_Input_
*** Begin section ***

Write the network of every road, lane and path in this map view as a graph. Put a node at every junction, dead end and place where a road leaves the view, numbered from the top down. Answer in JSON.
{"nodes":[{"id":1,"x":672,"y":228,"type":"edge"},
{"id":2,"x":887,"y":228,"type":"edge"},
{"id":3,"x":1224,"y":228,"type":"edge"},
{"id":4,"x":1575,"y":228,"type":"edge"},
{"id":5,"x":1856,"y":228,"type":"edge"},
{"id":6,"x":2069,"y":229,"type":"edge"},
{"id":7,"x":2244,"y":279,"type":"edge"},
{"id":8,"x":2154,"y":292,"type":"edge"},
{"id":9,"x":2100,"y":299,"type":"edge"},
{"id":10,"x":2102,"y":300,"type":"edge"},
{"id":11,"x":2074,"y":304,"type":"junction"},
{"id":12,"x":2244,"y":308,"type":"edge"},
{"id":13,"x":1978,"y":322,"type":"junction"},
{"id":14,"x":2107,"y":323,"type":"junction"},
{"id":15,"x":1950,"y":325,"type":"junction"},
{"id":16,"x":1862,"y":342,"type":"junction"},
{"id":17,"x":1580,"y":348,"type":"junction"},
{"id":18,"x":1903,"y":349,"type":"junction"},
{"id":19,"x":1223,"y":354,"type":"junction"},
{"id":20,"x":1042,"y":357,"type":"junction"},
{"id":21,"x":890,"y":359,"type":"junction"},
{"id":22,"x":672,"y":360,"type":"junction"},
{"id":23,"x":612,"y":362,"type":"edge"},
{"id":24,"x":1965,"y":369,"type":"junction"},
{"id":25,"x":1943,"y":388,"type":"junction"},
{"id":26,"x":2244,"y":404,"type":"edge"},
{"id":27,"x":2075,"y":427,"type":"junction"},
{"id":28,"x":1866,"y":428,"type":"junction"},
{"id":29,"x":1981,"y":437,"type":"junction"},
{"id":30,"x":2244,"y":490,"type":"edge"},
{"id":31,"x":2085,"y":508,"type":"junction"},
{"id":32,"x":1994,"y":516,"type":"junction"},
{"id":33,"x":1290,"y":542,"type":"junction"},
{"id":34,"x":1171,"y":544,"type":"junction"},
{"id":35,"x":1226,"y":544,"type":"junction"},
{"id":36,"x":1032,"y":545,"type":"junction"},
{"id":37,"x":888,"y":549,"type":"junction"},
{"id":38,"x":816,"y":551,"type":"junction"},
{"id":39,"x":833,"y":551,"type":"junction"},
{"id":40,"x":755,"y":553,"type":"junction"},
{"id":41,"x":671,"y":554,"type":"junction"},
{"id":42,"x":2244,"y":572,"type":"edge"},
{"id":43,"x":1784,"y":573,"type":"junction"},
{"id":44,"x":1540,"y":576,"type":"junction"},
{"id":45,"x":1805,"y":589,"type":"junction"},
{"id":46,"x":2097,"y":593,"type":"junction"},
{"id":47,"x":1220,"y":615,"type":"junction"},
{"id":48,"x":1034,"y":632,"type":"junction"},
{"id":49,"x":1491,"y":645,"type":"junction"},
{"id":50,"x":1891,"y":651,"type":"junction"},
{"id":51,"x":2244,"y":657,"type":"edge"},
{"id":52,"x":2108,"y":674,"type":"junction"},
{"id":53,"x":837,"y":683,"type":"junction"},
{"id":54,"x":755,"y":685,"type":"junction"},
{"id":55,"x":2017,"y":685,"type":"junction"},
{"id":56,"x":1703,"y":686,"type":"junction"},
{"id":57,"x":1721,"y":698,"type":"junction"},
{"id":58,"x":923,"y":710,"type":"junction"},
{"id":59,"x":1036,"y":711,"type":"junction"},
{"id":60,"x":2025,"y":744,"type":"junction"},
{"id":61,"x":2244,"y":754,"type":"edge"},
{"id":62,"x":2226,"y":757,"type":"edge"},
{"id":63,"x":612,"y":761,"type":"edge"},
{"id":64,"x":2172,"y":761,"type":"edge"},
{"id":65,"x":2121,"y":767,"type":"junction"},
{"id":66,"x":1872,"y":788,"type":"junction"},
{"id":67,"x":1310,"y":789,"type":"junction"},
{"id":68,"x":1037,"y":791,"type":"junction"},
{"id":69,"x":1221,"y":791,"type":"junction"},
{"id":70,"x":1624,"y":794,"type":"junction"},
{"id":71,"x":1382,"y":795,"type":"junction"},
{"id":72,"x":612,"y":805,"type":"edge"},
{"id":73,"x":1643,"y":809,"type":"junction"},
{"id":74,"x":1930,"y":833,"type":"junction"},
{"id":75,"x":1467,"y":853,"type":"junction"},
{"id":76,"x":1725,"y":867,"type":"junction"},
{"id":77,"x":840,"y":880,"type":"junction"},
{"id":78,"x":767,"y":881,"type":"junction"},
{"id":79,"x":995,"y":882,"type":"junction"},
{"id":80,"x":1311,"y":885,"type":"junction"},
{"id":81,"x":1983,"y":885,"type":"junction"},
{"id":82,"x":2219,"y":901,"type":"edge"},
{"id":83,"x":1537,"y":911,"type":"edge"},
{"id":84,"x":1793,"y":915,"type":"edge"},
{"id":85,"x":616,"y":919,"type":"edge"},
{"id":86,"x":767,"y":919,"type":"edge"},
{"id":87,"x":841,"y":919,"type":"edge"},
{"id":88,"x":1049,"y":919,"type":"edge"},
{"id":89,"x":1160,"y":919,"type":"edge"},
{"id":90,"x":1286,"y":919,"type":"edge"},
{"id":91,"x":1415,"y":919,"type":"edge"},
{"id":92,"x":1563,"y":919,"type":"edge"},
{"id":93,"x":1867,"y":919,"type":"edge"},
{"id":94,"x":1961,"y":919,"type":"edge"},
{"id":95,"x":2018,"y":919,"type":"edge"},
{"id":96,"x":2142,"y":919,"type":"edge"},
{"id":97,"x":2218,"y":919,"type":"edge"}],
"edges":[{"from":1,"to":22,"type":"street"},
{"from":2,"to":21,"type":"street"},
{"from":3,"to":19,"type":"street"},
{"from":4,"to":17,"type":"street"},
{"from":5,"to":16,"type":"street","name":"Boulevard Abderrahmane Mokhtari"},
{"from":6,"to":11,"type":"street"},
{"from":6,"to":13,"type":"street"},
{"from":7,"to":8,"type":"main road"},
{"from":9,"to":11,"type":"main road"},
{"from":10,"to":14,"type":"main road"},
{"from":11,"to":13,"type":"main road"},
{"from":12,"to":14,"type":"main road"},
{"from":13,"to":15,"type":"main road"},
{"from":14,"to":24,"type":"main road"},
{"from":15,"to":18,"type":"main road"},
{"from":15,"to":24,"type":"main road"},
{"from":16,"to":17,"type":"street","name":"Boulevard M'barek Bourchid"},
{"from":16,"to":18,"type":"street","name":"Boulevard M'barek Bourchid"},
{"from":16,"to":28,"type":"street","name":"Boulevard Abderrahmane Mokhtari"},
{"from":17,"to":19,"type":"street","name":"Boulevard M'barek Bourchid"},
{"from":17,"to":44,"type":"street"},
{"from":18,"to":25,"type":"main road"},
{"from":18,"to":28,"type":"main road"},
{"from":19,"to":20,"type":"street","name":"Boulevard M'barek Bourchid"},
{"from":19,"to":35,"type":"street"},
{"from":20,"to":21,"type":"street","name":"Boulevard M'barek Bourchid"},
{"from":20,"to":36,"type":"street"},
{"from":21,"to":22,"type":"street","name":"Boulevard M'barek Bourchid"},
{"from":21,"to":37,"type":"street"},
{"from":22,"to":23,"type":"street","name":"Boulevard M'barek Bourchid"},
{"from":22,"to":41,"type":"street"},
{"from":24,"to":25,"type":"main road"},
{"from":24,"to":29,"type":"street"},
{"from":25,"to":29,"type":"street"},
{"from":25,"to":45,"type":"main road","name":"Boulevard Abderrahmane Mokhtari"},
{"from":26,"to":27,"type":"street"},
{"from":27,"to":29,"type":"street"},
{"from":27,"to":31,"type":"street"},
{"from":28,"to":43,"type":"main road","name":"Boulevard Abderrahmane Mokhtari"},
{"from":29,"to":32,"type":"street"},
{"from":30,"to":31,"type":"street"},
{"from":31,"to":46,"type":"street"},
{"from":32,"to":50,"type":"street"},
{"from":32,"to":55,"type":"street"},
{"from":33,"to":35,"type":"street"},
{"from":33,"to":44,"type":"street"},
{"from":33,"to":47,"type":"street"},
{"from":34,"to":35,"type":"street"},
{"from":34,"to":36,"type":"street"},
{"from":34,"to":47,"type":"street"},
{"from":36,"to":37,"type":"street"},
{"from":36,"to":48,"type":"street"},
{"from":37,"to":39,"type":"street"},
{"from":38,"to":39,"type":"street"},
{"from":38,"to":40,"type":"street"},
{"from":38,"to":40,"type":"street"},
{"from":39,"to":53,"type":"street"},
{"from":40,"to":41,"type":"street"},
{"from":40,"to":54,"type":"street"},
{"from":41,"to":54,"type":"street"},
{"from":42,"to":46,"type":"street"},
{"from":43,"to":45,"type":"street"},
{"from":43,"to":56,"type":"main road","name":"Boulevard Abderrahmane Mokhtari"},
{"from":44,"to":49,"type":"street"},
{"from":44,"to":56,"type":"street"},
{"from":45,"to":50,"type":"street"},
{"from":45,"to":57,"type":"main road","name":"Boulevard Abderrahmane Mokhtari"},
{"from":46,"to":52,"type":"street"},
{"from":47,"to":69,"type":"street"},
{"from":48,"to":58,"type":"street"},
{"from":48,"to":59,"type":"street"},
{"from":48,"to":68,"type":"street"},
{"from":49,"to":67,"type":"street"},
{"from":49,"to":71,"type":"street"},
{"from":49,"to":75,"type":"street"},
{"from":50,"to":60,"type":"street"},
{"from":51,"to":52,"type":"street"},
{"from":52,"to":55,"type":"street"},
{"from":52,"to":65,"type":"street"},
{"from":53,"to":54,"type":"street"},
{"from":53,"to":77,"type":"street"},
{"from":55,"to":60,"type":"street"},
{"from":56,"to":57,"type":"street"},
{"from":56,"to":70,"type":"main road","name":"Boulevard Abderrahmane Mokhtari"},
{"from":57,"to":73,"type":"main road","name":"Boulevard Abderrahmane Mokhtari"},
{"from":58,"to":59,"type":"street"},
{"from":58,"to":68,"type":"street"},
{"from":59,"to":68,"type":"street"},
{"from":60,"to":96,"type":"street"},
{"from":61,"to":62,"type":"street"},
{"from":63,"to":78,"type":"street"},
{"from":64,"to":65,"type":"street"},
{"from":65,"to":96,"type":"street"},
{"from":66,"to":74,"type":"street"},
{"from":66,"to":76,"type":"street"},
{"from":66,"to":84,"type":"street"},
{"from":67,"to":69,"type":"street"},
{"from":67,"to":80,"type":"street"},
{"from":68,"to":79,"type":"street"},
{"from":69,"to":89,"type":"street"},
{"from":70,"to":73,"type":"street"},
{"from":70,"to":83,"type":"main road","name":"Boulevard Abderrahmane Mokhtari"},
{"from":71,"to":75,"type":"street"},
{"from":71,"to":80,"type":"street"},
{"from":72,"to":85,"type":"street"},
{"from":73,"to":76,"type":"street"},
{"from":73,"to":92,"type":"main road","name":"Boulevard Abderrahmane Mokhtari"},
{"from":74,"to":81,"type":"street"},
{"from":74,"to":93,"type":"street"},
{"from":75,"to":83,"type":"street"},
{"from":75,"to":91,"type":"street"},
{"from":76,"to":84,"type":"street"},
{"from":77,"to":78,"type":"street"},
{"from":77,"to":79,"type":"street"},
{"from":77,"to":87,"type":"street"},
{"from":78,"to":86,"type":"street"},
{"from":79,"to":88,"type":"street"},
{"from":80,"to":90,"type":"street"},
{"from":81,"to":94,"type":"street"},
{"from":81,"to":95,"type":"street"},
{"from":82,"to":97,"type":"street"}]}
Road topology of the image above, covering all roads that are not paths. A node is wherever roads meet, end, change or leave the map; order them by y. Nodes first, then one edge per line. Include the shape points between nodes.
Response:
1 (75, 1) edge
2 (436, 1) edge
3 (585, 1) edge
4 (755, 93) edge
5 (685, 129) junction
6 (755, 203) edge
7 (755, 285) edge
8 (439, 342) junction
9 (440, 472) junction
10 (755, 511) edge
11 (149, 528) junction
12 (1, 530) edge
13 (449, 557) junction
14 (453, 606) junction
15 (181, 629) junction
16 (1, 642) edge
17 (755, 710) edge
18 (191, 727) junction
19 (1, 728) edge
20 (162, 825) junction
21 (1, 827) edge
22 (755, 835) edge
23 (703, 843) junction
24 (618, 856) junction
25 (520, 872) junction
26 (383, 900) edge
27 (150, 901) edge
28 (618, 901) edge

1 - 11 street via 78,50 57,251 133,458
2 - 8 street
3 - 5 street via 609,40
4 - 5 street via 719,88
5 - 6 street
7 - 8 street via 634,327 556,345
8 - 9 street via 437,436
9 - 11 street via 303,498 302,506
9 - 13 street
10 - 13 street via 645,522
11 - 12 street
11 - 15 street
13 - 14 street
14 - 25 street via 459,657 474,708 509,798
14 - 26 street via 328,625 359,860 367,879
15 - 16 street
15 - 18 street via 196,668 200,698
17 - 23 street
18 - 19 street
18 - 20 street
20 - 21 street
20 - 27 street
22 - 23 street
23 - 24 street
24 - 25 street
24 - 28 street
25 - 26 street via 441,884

*** End section ***

_Instructions for the task_
Every line in the data that holds the string "nodes" should be returned.

_Solution to the exercise_
{"nodes":[{"id":1,"x":672,"y":228,"type":"edge"},
Road topology of the image above, covering all roads that are not paths. A node is wherever roads meet, end, change or leave the map; order them by y. Nodes first, then one edge per line. Include the shape points between nodes.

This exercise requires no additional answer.